"E.T. The Extra-Terrestrial" was one of film composer John Williams’ greatest triumphs.
Typically, the way films are made, composers are brought on board as a film is being edited. After viewing the final cut, they have mere weeks to compose and record music that will forever be attached to the movie. It’s that fast.
When Williams set out record the soundtrack for the finale of the story about a boy who befriends a lost alien, he struggled to fit the square peg of his music into the round hole of Steven Spielberg’s final cut.
Spielberg shrewdly decided to break the rules. He told Williams to conduct and record the soundtrack as if he were giving a concert and Spielberg would re-edit the final cut.
The result was four Academy Awards including one for Williams for Best Original Score.
Nearly 35 years later, you still can feel the magic.
The Grand Rapids Pops presented E.T. The Extra Terrestrial, the entire film plus live music, in three performances on Friday, November 4 through Sunday, November 6, in DeVos Performance Hall. Friday's opening night performance ending in an enthusiastic standing ovation from an audience of some 1,330 people at the Fox Motors Pops Series show.
If you’re a fan of the tender-hearted, Elliott, who lures E.T. into his home with handfuls of Reese’s Pieces; or his cute-as-a-bug sister, Gertie, who plays dress up with the visitor from another planet, you need to see this show.
As touching as it may be to watch at home on Netflix, it’s so much better to see on the big screen, to hear the larger-than-life sounds of the Grand Rapids Symphony, and to share the experience with more than a thousand of your friends, family and fellow travelers.
Associate Conductor John Varineau skillfully led the Grand Rapids Symphony in more than two hours of music from the quiet introduction played by a single flute to the cataclysmic finale when Elliot and his friends successfully send E.T. back home.
It’s a story with moments of heartbreak and humor, with scenes frightening as well as too funny for words.

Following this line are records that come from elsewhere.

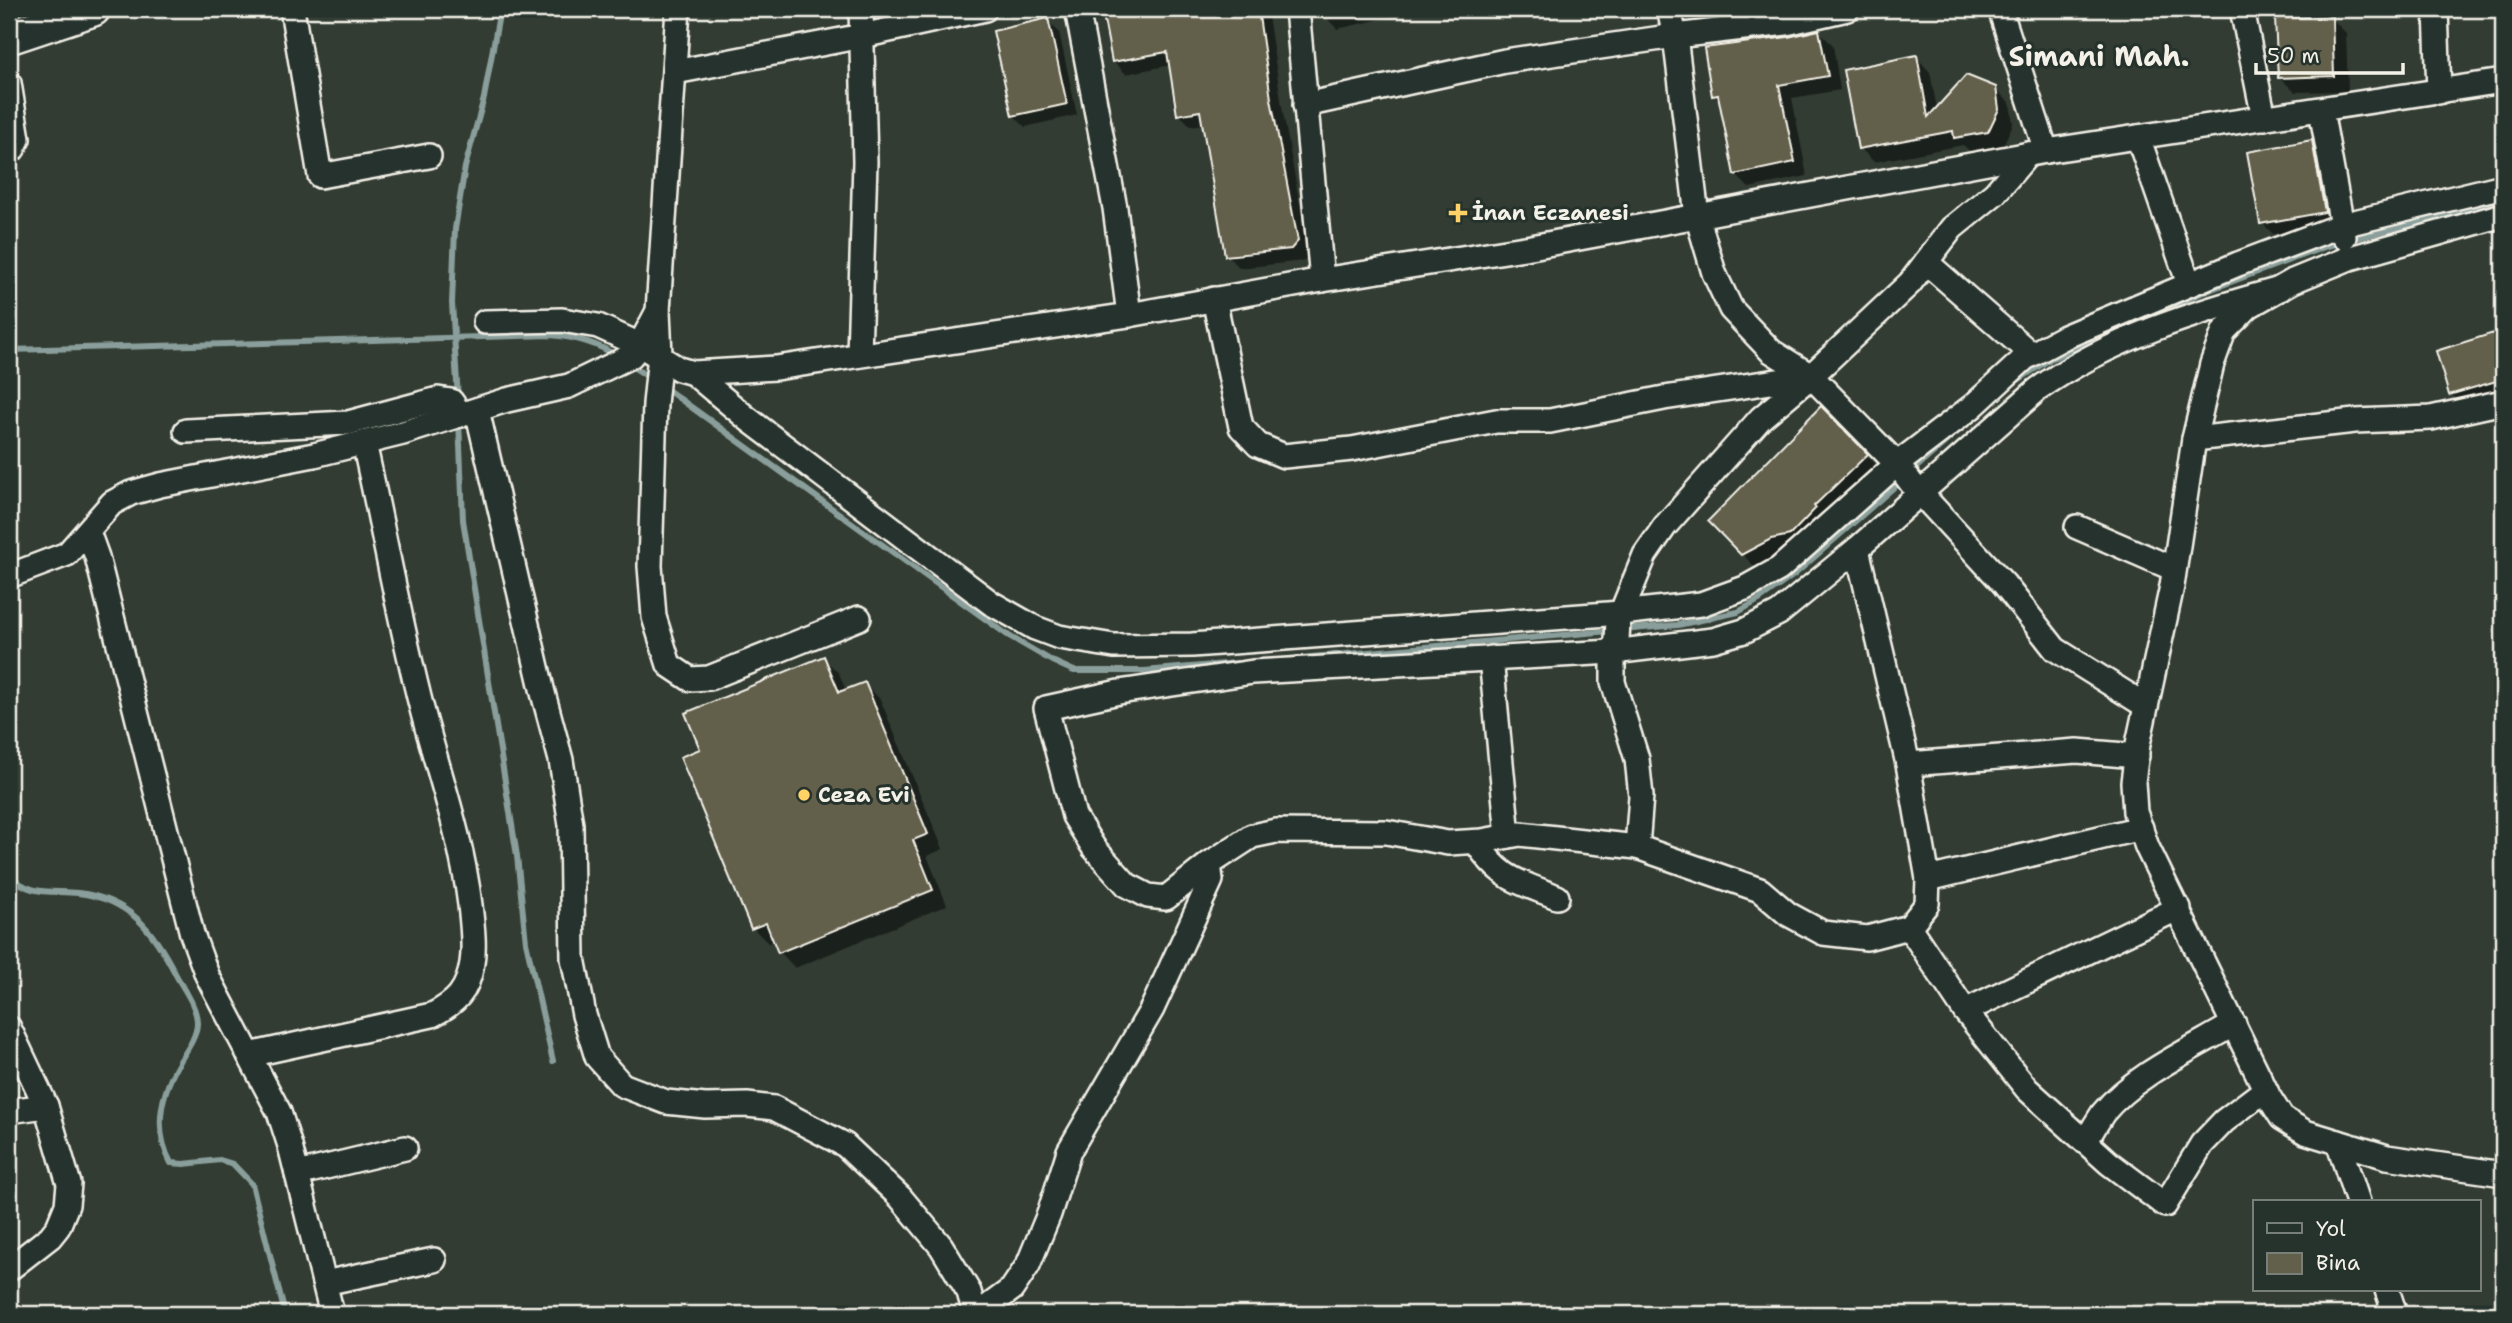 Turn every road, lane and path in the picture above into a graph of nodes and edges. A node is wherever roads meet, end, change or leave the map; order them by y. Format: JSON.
{"nodes":[{"id":1,"x":93,"y":9,"type":"edge"},
{"id":2,"x":292,"y":9,"type":"edge"},
{"id":3,"x":678,"y":9,"type":"edge"},
{"id":4,"x":861,"y":9,"type":"edge"},
{"id":5,"x":985,"y":9,"type":"edge"},
{"id":6,"x":1076,"y":9,"type":"edge"},
{"id":7,"x":1297,"y":9,"type":"edge"},
{"id":8,"x":1669,"y":9,"type":"edge"},
{"id":9,"x":1847,"y":9,"type":"edge"},
{"id":10,"x":2000,"y":9,"type":"edge"},
{"id":11,"x":2242,"y":9,"type":"edge"},
{"id":12,"x":2436,"y":9,"type":"edge"},
{"id":13,"x":862,"y":36,"type":"junction"},
{"id":14,"x":1675,"y":36,"type":"junction"},
{"id":15,"x":9,"y":37,"type":"edge"},
{"id":16,"x":675,"y":72,"type":"junction"},
{"id":17,"x":2503,"y":80,"type":"edge"},
{"id":18,"x":9,"y":83,"type":"edge"},
{"id":19,"x":2440,"y":92,"type":"junction"},
{"id":20,"x":1305,"y":104,"type":"junction"},
{"id":21,"x":2321,"y":110,"type":"junction"},
{"id":22,"x":2264,"y":118,"type":"junction"},
{"id":23,"x":2138,"y":137,"type":"junction"},
{"id":24,"x":9,"y":150,"type":"edge"},
{"id":25,"x":2037,"y":153,"type":"junction"},
{"id":26,"x":429,"y":156,"type":"dead end"},
{"id":27,"x":2503,"y":186,"type":"edge"},
{"id":28,"x":2503,"y":215,"type":"edge"},
{"id":29,"x":1697,"y":216,"type":"junction"},
{"id":30,"x":2345,"y":242,"type":"junction"},
{"id":31,"x":1926,"y":262,"type":"junction"},
{"id":32,"x":1322,"y":280,"type":"junction"},
{"id":33,"x":2189,"y":284,"type":"junction"},
{"id":34,"x":2280,"y":289,"type":"junction"},
{"id":35,"x":1214,"y":299,"type":"junction"},
{"id":36,"x":1129,"y":315,"type":"junction"},
{"id":37,"x":485,"y":322,"type":"dead end"},
{"id":38,"x":2031,"y":354,"type":"junction"},
{"id":39,"x":859,"y":355,"type":"junction"},
{"id":40,"x":647,"y":358,"type":"junction"},
{"id":41,"x":693,"y":373,"type":"junction"},
{"id":42,"x":1811,"y":376,"type":"junction"},
{"id":43,"x":2503,"y":402,"type":"edge"},
{"id":44,"x":460,"y":411,"type":"junction"},
{"id":45,"x":186,"y":431,"type":"dead end"},
{"id":46,"x":2194,"y":439,"type":"junction"},
{"id":47,"x":364,"y":443,"type":"junction"},
{"id":48,"x":1908,"y":478,"type":"junction"},
{"id":49,"x":2077,"y":527,"type":"dead end"},
{"id":50,"x":88,"y":532,"type":"junction"},
{"id":51,"x":1857,"y":549,"type":"junction"},
{"id":52,"x":2174,"y":569,"type":"junction"},
{"id":53,"x":9,"y":576,"type":"edge"},
{"id":54,"x":859,"y":618,"type":"dead end"},
{"id":55,"x":1617,"y":632,"type":"junction"},
{"id":56,"x":1491,"y":659,"type":"junction"},
{"id":57,"x":2146,"y":706,"type":"junction"},
{"id":58,"x":2137,"y":756,"type":"junction"},
{"id":59,"x":1908,"y":764,"type":"junction"},
{"id":60,"x":2141,"y":828,"type":"junction"},
{"id":61,"x":1508,"y":836,"type":"junction"},
{"id":62,"x":1476,"y":842,"type":"junction"},
{"id":63,"x":1637,"y":847,"type":"junction"},
{"id":64,"x":1209,"y":864,"type":"junction"},
{"id":65,"x":1928,"y":878,"type":"junction"},
{"id":66,"x":1557,"y":897,"type":"dead end"},
{"id":67,"x":2179,"y":908,"type":"junction"},
{"id":68,"x":1909,"y":927,"type":"junction"},
{"id":69,"x":1965,"y":1011,"type":"junction"},
{"id":70,"x":2234,"y":1024,"type":"junction"},
{"id":71,"x":9,"y":1028,"type":"edge"},
{"id":72,"x":249,"y":1055,"type":"junction"},
{"id":73,"x":2265,"y":1090,"type":"junction"},
{"id":74,"x":46,"y":1106,"type":"junction"},
{"id":75,"x":9,"y":1111,"type":"edge"},
{"id":76,"x":2086,"y":1141,"type":"junction"},
{"id":77,"x":2338,"y":1142,"type":"junction"},
{"id":78,"x":405,"y":1149,"type":"dead end"},
{"id":79,"x":298,"y":1174,"type":"junction"},
{"id":80,"x":2503,"y":1174,"type":"edge"},
{"id":81,"x":2357,"y":1200,"type":"edge"},
{"id":82,"x":434,"y":1260,"type":"dead end"},
{"id":83,"x":9,"y":1269,"type":"edge"},
{"id":84,"x":324,"y":1283,"type":"junction"},
{"id":85,"x":2388,"y":1292,"type":"edge"},
{"id":86,"x":332,"y":1314,"type":"edge"},
{"id":87,"x":976,"y":1314,"type":"edge"},
{"id":88,"x":2395,"y":1314,"type":"edge"}],
"edges":[{"from":1,"to":15,"type":"highway"},
{"from":2,"to":26,"type":"street"},
{"from":3,"to":16,"type":"street"},
{"from":4,"to":13,"type":"street"},
{"from":5,"to":13,"type":"street"},
{"from":6,"to":36,"type":"street"},
{"from":7,"to":20,"type":"street"},
{"from":8,"to":14,"type":"street"},
{"from":9,"to":14,"type":"street"},
{"from":10,"to":25,"type":"street"},
{"from":11,"to":22,"type":"street"},
{"from":12,"to":19,"type":"street"},
{"from":13,"to":16,"type":"street"},
{"from":13,"to":39,"type":"street"},
{"from":14,"to":20,"type":"street"},
{"from":14,"to":29,"type":"street"},
{"from":16,"to":40,"type":"street"},
{"from":17,"to":19,"type":"street"},
{"from":18,"to":24,"type":"street"},
{"from":19,"to":21,"type":"street"},
{"from":20,"to":32,"type":"street"},
{"from":21,"to":22,"type":"street"},
{"from":21,"to":30,"type":"street"},
{"from":22,"to":23,"type":"street"},
{"from":23,"to":25,"type":"street"},
{"from":23,"to":33,"type":"street"},
{"from":25,"to":29,"type":"street"},
{"from":25,"to":31,"type":"street"},
{"from":27,"to":30,"type":"street"},
{"from":28,"to":30,"type":"street"},
{"from":29,"to":32,"type":"street"},
{"from":29,"to":42,"type":"street"},
{"from":30,"to":33,"type":"street"},
{"from":30,"to":34,"type":"street"},
{"from":31,"to":38,"type":"street"},
{"from":31,"to":42,"type":"street"},
{"from":32,"to":35,"type":"street"},
{"from":33,"to":38,"type":"street"},
{"from":34,"to":46,"type":"street"},
{"from":34,"to":48,"type":"street"},
{"from":35,"to":36,"type":"street"},
{"from":35,"to":42,"type":"street"},
{"from":36,"to":39,"type":"street"},
{"from":37,"to":40,"type":"street"},
{"from":38,"to":48,"type":"street"},
{"from":39,"to":41,"type":"street"},
{"from":40,"to":41,"type":"street"},
{"from":40,"to":44,"type":"street"},
{"from":40,"to":54,"type":"street"},
{"from":41,"to":55,"type":"street"},
{"from":42,"to":48,"type":"street"},
{"from":42,"to":55,"type":"street"},
{"from":43,"to":46,"type":"street"},
{"from":44,"to":45,"type":"street"},
{"from":44,"to":47,"type":"street"},
{"from":44,"to":87,"type":"street"},
{"from":46,"to":52,"type":"street"},
{"from":47,"to":50,"type":"street"},
{"from":47,"to":72,"type":"street"},
{"from":48,"to":51,"type":"street"},
{"from":48,"to":55,"type":"street"},
{"from":48,"to":57,"type":"street"},
{"from":49,"to":52,"type":"street"},
{"from":50,"to":53,"type":"street"},
{"from":50,"to":72,"type":"street"},
{"from":51,"to":55,"type":"street"},
{"from":51,"to":59,"type":"street"},
{"from":52,"to":57,"type":"street"},
{"from":55,"to":56,"type":"street"},
{"from":55,"to":63,"type":"street"},
{"from":56,"to":61,"type":"street"},
{"from":56,"to":64,"type":"street"},
{"from":57,"to":58,"type":"street"},
{"from":58,"to":59,"type":"street"},
{"from":58,"to":60,"type":"street"},
{"from":59,"to":65,"type":"street"},
{"from":60,"to":65,"type":"street"},
{"from":60,"to":67,"type":"street"},
{"from":61,"to":62,"type":"street"},
{"from":61,"to":63,"type":"street"},
{"from":62,"to":64,"type":"street"},
{"from":62,"to":66,"type":"street"},
{"from":63,"to":68,"type":"street"},
{"from":64,"to":87,"type":"street"},
{"from":65,"to":68,"type":"street"},
{"from":67,"to":69,"type":"street"},
{"from":67,"to":70,"type":"street"},
{"from":68,"to":69,"type":"street"},
{"from":69,"to":76,"type":"street"},
{"from":70,"to":73,"type":"street"},
{"from":70,"to":76,"type":"street"},
{"from":71,"to":74,"type":"street"},
{"from":72,"to":79,"type":"street"},
{"from":73,"to":76,"type":"street"},
{"from":73,"to":77,"type":"street"},
{"from":74,"to":75,"type":"street"},
{"from":74,"to":83,"type":"street"},
{"from":77,"to":80,"type":"street"},
{"from":77,"to":81,"type":"street"},
{"from":78,"to":79,"type":"street"},
{"from":79,"to":84,"type":"street"},
{"from":82,"to":84,"type":"street"},
{"from":84,"to":86,"type":"street"},
{"from":85,"to":88,"type":"street"}]}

So it needs a monster score with snippets of eerie, other-worldly effects, as well as epic, grand climaxes.
Amazingly, at times it’s almost a concerto for harp and orchestra. Principal harpist Elizabeth Colpean held the audience in rapt attention in several scenes such as when Elliot, alone in his bedroom, truly comes face to face with visitor from another planet. Her harp added to the enchantment.
Because scenes change so quickly in films, the music frequently changes in the blink of an eye. It’s one thing to do in a recording studio with multiple takes plus an editor. It’s another thing for a conductor and an 80-piece orchestra to do in semi-darkness before a live audience.
Under Varineau’s leadership, the Grand Rapids Symphony’s 80 musicians shifted seamlessly time and time again, conveying the worry of approaching law enforcement officials to the wonder of Elliott and E.T. flying off a cliff and into the sky for the first time.
In fact, it’s fair to say that if you turn off the music, the final scenes make no sense at all. Kids on bikes, pedaling uphill, rolling downhill, evading authorities as they hurry to return to E.T. to his spaceship, would look ridiculous without the music. But when the music outlines the story, identifies the characters, explains their motivations, and lets the audience feel the same feelings that the characters are experiencing on the screen, that’s when it all comes together.
The film is inspiring on its own. With live music, it’s even more thrilling.